> WORK REQUEST
Pull out of the data below the stretch of lines bounded by the one containing "M797 421 850" and the one containing "M589 580 850 755", both bounds included, unchanged.

> MATERIAL PROVIDED
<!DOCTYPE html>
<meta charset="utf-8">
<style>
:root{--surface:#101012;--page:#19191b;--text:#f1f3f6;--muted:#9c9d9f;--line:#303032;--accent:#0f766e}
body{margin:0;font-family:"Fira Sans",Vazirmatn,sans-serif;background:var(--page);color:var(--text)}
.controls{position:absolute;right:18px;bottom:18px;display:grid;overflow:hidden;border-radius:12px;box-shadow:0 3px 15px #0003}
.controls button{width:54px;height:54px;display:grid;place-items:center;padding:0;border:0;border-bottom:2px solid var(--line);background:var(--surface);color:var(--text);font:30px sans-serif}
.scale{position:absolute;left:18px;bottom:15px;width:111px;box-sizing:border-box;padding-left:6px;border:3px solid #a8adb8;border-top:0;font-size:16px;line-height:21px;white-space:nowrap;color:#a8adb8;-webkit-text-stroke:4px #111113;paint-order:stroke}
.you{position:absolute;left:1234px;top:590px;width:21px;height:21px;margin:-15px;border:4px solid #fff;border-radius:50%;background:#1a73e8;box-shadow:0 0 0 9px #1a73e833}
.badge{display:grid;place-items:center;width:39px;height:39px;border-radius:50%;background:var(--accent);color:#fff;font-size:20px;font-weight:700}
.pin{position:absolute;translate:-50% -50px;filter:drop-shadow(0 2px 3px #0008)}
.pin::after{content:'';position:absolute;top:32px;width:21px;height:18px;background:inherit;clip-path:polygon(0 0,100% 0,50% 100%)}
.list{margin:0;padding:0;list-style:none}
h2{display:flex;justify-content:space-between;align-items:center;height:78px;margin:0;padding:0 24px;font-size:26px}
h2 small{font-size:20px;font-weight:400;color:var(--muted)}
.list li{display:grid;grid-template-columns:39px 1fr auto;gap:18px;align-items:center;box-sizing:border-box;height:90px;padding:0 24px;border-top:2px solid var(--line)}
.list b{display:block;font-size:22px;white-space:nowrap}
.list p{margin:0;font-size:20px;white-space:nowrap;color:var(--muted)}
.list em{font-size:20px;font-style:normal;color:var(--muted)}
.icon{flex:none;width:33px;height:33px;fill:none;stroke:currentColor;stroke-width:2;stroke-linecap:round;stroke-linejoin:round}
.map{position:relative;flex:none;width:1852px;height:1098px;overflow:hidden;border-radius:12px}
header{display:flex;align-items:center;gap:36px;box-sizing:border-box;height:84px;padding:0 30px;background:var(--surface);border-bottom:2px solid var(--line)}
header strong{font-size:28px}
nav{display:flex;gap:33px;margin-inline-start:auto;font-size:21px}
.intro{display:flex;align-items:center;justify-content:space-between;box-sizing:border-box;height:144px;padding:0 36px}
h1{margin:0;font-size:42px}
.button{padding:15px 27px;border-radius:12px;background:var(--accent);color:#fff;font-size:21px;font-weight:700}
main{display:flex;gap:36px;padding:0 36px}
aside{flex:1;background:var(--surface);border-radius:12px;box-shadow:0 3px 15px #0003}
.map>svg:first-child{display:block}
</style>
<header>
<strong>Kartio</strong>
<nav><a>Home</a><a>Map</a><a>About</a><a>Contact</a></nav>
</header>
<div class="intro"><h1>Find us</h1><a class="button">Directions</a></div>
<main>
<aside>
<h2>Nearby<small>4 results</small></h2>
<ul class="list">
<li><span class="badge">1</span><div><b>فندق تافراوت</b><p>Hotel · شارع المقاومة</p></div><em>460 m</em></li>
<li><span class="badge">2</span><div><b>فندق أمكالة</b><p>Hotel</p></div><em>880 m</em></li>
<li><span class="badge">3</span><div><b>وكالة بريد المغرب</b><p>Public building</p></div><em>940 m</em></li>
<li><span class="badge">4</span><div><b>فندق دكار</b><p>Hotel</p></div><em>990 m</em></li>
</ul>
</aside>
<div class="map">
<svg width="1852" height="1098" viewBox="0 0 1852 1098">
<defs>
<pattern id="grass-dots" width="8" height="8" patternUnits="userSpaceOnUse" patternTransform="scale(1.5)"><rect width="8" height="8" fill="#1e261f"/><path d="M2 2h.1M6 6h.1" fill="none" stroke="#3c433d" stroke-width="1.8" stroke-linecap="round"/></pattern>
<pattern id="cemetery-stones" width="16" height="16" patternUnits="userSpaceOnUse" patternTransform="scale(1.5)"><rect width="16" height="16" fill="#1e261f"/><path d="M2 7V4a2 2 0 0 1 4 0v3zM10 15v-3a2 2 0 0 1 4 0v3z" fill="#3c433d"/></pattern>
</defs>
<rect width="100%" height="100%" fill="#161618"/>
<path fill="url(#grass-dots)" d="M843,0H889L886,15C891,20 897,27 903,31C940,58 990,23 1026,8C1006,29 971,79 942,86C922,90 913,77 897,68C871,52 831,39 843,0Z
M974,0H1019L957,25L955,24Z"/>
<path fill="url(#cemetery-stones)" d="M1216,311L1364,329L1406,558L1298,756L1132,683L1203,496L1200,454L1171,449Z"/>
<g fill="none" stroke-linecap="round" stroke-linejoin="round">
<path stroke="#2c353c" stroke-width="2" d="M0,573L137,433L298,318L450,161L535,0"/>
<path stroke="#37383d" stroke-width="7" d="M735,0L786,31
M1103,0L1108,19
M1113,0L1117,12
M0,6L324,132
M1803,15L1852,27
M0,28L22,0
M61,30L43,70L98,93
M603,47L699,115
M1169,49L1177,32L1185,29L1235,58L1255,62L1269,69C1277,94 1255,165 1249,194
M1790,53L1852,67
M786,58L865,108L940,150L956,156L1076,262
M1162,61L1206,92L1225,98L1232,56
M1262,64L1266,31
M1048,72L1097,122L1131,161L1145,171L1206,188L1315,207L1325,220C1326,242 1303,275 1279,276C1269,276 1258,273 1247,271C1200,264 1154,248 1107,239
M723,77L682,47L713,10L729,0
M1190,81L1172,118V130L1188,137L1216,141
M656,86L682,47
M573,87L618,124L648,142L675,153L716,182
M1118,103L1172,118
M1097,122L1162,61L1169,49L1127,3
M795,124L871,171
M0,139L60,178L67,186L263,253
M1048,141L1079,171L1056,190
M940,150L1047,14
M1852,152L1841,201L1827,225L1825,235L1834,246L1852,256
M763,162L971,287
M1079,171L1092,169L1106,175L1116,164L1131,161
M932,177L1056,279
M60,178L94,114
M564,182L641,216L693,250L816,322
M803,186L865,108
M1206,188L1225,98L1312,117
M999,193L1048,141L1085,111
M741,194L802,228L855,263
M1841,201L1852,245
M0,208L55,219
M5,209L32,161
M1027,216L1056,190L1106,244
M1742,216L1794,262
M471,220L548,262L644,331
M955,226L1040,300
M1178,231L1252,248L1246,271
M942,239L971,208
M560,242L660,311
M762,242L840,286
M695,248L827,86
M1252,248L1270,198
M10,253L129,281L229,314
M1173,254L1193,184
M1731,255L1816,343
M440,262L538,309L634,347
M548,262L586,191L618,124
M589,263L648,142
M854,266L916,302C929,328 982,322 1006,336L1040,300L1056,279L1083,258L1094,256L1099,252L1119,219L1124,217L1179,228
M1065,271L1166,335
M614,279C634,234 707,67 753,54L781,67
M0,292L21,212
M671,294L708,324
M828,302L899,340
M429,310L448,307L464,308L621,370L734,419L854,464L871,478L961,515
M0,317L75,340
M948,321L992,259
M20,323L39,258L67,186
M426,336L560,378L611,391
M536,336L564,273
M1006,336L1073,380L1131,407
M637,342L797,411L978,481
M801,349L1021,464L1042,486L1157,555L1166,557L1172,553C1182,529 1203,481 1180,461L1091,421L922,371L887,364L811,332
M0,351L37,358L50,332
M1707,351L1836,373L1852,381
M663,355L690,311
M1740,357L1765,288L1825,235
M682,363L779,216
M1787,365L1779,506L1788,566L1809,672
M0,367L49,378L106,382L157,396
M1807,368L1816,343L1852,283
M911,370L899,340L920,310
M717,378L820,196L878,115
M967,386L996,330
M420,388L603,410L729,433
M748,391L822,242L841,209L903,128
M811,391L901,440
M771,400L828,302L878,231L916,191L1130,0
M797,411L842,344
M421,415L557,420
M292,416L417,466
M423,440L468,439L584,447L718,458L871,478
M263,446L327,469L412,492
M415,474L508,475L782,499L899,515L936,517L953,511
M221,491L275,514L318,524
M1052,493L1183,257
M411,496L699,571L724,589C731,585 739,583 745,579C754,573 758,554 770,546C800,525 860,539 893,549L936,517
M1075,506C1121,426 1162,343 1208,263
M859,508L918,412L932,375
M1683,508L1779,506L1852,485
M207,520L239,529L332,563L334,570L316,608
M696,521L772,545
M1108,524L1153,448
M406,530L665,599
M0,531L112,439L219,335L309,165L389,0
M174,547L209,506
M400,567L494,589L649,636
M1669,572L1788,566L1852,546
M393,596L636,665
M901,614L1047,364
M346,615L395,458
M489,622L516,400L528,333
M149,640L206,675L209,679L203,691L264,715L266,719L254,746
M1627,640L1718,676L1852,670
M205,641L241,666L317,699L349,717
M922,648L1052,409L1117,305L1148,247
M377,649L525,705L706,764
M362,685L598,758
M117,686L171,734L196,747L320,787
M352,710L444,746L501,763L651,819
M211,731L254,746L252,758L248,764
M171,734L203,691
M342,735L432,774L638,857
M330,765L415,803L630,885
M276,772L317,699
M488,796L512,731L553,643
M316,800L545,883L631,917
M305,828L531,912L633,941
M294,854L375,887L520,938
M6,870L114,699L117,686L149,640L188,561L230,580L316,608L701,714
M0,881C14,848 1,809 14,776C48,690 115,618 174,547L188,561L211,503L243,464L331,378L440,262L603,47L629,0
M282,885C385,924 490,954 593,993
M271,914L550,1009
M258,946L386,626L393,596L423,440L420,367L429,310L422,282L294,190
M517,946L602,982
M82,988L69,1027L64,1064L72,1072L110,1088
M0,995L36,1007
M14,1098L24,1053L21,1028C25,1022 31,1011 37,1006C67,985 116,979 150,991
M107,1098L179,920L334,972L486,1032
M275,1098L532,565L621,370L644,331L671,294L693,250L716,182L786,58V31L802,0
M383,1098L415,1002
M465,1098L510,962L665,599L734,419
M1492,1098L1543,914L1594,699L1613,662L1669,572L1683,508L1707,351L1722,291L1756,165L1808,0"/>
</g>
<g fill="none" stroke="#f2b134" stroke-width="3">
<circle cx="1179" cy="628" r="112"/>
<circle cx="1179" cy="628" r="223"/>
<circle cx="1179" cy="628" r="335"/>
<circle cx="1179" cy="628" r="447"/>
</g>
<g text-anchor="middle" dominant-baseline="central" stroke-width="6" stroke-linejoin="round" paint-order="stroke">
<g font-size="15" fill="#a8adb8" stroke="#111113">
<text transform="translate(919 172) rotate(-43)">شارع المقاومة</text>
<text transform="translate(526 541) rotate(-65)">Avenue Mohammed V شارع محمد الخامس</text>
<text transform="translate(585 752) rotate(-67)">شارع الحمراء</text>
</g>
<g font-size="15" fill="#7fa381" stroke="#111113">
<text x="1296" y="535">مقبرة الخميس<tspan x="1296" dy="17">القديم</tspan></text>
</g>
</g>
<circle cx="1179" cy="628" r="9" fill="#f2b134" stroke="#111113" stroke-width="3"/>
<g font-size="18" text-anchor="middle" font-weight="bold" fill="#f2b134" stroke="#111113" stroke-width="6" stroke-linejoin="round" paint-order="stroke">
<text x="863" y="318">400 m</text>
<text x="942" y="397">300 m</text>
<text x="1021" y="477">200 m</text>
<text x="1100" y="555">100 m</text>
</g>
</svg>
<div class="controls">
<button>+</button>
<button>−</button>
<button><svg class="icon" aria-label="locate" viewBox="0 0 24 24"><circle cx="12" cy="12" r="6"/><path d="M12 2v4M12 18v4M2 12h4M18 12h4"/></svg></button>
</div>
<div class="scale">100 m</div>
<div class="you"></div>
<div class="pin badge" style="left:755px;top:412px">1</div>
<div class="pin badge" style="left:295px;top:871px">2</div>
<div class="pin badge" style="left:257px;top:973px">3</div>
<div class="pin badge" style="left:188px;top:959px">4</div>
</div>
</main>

* * *

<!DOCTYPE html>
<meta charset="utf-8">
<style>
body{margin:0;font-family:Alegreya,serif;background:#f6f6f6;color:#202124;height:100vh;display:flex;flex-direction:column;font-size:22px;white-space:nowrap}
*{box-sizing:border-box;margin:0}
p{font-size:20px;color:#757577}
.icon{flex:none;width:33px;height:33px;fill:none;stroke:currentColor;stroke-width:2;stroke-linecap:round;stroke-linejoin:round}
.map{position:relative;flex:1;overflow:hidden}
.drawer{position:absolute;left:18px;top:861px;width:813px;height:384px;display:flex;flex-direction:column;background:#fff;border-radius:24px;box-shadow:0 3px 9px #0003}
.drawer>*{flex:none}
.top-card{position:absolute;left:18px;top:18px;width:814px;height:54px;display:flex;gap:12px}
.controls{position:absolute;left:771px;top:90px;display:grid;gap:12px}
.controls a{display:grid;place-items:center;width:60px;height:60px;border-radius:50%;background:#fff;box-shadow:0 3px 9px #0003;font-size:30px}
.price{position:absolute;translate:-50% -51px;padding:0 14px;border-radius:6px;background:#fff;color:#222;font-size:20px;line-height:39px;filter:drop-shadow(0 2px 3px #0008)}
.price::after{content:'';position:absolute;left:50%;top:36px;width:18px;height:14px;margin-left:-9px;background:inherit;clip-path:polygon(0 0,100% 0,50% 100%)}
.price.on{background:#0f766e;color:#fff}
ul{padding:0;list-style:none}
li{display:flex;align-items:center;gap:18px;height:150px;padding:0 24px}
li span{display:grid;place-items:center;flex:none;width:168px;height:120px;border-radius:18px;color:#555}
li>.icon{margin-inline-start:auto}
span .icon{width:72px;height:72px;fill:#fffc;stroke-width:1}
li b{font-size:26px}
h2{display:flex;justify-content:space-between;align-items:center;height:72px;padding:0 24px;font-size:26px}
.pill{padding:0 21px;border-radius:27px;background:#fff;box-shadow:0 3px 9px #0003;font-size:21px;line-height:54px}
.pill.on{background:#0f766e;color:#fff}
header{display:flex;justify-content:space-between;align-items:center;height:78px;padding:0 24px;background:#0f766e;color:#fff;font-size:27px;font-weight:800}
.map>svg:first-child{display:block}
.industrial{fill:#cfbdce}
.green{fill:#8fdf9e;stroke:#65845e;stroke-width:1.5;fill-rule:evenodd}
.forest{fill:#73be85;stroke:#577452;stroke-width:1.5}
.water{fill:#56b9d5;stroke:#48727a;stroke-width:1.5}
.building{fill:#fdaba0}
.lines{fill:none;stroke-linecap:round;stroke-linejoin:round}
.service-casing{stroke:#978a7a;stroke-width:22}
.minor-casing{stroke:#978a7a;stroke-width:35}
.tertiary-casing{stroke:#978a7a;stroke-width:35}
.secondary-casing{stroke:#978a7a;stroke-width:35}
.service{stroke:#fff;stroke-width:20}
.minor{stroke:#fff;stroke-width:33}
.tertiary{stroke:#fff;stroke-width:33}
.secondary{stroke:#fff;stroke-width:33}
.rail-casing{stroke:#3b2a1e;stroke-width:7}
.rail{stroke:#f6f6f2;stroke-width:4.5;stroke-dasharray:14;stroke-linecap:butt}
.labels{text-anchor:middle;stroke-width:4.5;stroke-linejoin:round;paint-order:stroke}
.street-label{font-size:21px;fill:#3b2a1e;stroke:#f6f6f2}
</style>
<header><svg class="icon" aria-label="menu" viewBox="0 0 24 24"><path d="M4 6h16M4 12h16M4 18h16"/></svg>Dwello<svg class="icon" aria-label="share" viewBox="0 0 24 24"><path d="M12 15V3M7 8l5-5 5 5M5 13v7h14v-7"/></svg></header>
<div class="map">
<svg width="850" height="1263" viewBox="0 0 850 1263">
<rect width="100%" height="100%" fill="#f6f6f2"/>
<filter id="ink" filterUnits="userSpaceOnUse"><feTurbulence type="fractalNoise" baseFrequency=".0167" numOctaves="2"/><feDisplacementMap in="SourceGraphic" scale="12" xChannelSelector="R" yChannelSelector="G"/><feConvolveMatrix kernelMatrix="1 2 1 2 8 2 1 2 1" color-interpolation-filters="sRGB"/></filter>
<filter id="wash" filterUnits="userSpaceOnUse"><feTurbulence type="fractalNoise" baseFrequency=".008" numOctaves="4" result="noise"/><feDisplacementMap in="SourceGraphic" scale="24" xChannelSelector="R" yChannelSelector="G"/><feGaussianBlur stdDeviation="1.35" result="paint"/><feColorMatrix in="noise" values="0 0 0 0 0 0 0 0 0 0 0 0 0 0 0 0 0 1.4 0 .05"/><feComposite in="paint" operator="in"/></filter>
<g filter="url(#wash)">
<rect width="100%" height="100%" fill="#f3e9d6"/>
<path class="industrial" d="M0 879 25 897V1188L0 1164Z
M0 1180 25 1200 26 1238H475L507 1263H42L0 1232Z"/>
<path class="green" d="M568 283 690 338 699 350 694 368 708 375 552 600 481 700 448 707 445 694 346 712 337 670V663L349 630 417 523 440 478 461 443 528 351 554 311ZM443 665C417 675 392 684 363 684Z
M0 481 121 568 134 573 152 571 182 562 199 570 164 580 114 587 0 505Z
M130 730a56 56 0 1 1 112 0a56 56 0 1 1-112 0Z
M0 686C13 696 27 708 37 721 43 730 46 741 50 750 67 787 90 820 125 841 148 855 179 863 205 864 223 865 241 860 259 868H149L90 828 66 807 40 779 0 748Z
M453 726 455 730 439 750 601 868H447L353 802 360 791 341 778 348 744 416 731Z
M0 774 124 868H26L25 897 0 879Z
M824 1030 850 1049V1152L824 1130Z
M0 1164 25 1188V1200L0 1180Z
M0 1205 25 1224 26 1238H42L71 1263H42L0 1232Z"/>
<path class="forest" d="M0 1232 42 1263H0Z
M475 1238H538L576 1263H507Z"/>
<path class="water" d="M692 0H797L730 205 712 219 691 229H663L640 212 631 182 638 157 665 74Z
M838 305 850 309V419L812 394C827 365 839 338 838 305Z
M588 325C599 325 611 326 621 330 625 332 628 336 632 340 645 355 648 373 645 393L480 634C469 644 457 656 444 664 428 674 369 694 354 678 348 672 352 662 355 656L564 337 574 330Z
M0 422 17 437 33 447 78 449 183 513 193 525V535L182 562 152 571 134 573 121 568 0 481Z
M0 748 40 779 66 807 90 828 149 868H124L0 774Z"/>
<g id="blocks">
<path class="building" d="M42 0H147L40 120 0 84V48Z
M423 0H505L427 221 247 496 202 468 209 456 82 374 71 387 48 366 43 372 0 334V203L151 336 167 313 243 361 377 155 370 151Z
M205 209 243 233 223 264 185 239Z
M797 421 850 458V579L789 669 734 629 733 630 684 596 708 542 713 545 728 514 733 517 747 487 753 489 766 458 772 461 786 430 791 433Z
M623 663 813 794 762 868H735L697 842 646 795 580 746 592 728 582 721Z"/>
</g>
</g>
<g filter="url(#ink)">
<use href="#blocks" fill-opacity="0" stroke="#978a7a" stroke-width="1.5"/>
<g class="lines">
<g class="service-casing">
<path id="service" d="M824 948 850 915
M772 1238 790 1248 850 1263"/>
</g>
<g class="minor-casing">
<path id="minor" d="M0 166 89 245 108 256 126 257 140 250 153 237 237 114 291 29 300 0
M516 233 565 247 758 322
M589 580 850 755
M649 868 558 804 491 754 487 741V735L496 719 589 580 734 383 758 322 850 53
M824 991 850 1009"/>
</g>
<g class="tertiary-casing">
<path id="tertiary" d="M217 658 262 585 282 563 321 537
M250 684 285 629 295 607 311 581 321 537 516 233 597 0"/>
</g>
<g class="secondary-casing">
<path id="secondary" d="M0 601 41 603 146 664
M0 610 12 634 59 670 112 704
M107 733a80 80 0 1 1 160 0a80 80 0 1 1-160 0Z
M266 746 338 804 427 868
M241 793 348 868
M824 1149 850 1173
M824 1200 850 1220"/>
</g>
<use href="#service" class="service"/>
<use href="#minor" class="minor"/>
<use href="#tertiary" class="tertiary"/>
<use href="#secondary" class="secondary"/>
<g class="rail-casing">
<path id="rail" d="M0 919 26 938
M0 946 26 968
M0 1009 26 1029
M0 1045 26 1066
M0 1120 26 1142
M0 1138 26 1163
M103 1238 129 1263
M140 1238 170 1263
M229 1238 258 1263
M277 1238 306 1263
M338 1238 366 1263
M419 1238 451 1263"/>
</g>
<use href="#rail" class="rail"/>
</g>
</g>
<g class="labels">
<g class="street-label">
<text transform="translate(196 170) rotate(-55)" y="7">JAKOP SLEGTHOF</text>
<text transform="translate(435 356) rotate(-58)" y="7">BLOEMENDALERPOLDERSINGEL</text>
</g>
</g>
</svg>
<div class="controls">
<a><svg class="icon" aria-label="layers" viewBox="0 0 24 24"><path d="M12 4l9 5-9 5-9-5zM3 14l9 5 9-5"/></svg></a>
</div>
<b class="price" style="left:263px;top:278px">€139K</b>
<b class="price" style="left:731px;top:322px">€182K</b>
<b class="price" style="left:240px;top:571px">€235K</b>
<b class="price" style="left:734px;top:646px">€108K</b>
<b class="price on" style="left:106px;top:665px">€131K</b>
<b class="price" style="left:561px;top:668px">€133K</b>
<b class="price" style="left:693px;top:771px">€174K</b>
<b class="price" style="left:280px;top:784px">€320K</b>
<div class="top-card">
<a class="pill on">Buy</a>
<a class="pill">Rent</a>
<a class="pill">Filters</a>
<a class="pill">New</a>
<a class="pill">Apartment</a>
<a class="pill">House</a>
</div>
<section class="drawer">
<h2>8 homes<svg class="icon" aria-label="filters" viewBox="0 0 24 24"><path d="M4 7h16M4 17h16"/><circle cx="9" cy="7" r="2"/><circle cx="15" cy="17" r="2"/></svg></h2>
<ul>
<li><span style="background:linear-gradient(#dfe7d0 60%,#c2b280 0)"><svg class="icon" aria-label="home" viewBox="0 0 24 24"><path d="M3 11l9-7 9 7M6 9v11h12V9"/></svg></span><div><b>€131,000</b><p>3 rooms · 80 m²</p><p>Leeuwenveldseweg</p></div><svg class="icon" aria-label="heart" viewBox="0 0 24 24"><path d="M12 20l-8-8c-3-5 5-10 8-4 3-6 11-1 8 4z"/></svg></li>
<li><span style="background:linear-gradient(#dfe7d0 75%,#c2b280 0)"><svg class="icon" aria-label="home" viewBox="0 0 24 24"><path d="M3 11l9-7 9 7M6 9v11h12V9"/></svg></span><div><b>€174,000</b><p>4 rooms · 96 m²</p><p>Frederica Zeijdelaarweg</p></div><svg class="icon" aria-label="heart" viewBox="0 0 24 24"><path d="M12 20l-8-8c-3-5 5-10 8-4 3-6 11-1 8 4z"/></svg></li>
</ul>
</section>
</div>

> ANSWER
M797 421 850 458V579L789 669 734 629 733 630 684 596 708 542 713 545 728 514 733 517 747 487 753 489 766 458 772 461 786 430 791 433Z
M623 663 813 794 762 868H735L697 842 646 795 580 746 592 728 582 721Z"/>
</g>
</g>
<g filter="url(#ink)">
<use href="#blocks" fill-opacity="0" stroke="#978a7a" stroke-width="1.5"/>
<g class="lines">
<g class="service-casing">
<path id="service" d="M824 948 850 915
M772 1238 790 1248 850 1263"/>
</g>
<g class="minor-casing">
<path id="minor" d="M0 166 89 245 108 256 126 257 140 250 153 237 237 114 291 29 300 0
M516 233 565 247 758 322
M589 580 850 755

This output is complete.